Japan’s benchmark index futures are pointing to a strong start for Asian markets, with Nikkei futures surging 4.4% in early trade, reacting immediately to the US–Iran ceasefire agreement.

This is the first major global market signal after the ceasefire announcement and sets the tone for how equities across Asia, including India, are likely to behave through the day.


Why Nikkei futures are rising sharply today

The rally is being driven by a sharp improvement in global risk sentiment following the ceasefire agreement between the United States and Iran.

Markets had been pricing in a worst case scenario involving prolonged conflict, disruption in the Strait of Hormuz, and crude oil above $120. The ceasefire has reversed that narrative almost instantly.

Falling crude prices, easing geopolitical risk, and expectations of stabilised global trade flows are now supporting equities.

Earlier trends already showed that even ceasefire talks were enough to lift Asian markets, with Japan’s Nikkei and other regional indices moving higher on optimism around de escalation.


Why this is important for global markets

Nikkei futures are often the first real time indicator of Asia’s reaction to overnight global developments.

A 4.4% surge signals:

Strong risk on sentiment returning
Global funds rotating back into equities
Relief from energy driven inflation fears

This kind of move typically leads to broad based gains across Asian indices, including Korea, Taiwan, and India.


What this means for Indian markets today

For India, the implications are significant:

Nifty is likely to open with a strong gap up
Rate sensitive sectors such as banks and real estate may rally
Oil sensitive sectors such as aviation and OMCs may see sharp buying
FMCG and auto stocks could benefit from easing input cost concerns

The fall in crude oil below $100 is a major positive for India’s macro outlook, and the Nikkei move confirms that global investors are reacting accordingly.
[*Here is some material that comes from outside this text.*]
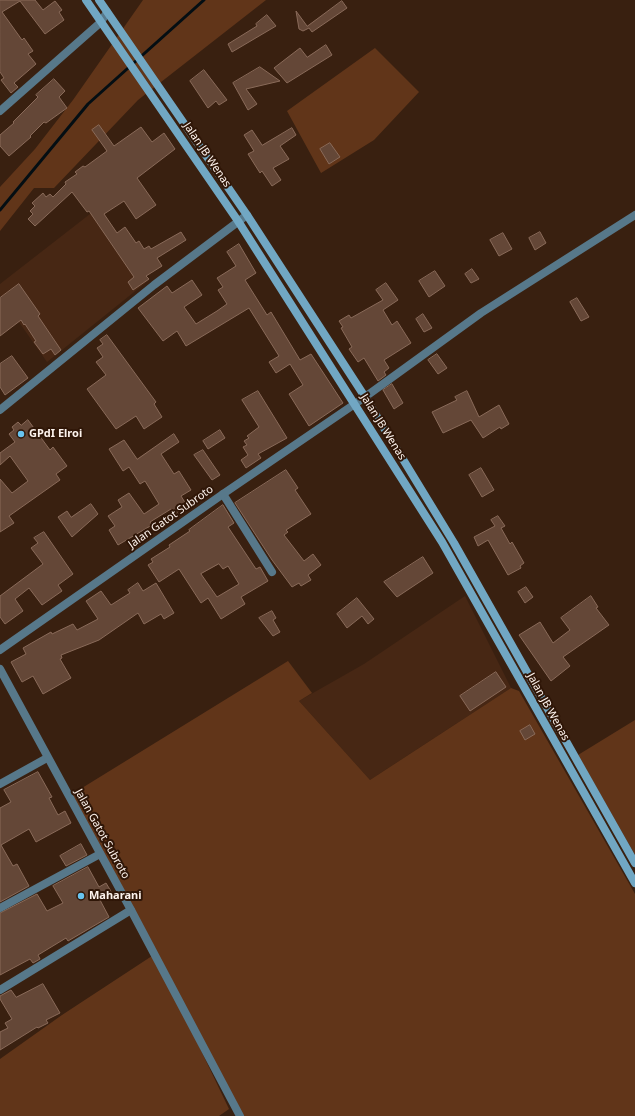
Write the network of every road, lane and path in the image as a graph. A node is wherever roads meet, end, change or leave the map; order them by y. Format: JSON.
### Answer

What to watch during the day

While the opening sentiment is clearly positive, markets will track:

Whether the ceasefire holds without violations
Actual reopening of the Strait of Hormuz
Continuation of oil price correction

Any disruption could quickly reverse gains, as markets remain highly headline driven.


Bottom line

The surge in Nikkei futures is the clearest early signal that global markets are moving into relief mode after the ceasefire.

If the momentum sustains, Asian markets, including India, are set for a strong session driven by lower crude and reduced geopolitical risk.